>>

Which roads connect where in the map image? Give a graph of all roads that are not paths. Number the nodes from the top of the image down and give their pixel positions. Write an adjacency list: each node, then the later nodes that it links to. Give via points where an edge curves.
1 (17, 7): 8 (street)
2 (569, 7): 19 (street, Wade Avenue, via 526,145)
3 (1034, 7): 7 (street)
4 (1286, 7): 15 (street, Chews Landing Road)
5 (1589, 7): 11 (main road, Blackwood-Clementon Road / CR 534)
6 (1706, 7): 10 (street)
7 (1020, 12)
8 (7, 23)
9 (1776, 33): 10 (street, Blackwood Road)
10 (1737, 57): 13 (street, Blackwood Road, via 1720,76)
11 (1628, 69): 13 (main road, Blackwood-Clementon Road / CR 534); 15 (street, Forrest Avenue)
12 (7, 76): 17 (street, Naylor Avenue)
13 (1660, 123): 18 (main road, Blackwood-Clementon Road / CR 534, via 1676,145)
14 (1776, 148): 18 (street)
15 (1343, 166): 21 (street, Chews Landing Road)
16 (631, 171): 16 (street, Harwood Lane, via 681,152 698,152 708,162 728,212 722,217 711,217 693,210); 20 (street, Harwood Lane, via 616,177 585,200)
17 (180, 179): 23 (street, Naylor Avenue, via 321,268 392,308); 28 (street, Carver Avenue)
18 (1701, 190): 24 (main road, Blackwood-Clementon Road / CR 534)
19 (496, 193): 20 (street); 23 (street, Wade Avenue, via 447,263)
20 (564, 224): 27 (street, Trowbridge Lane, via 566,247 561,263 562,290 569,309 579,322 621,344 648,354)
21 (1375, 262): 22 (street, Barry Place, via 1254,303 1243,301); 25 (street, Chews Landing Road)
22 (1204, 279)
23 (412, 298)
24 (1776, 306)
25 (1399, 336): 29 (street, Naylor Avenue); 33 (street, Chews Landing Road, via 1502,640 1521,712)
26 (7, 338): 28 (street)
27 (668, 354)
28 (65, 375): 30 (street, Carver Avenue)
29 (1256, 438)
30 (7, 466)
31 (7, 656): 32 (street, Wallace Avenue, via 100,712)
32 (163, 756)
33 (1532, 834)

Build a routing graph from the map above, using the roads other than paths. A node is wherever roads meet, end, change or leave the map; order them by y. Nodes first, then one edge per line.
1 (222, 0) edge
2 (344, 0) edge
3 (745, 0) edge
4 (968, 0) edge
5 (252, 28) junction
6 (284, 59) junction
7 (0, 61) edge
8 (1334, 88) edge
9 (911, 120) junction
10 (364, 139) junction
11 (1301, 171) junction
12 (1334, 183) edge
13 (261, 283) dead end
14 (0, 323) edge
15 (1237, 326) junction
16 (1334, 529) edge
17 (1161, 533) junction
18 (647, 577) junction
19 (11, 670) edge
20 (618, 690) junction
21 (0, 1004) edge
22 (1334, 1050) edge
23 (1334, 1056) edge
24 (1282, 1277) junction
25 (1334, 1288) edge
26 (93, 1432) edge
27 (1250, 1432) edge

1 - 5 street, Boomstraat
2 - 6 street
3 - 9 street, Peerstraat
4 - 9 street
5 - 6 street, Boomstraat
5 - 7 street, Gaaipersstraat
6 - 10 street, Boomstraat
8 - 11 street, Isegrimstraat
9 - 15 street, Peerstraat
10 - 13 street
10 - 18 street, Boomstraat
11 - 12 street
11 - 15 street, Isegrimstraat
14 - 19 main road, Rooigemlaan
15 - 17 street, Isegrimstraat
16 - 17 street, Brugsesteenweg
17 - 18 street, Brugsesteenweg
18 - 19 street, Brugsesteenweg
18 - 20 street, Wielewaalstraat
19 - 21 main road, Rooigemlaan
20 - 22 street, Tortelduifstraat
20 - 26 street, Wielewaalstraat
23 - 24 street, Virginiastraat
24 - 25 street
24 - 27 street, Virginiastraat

<<

• _HOW TO COMPLETE THIS TASK_
Lines holding the string "from": find them in the listing above and copy each one.

• _SOLUTION FOR THIS PROBLEM_
Which roads connect where in the map image? Give a graph of all roads that are not paths. Number the nodes from the top of the image down and give their pixel positions. Write an adjacency list: each node, then the later nodes that it links to. Give via points where an edge curves.
Build a routing graph from the map above, using the roads other than paths. A node is wherever roads meet, end, change or leave the map; order them by y. Nodes first, then one edge per line.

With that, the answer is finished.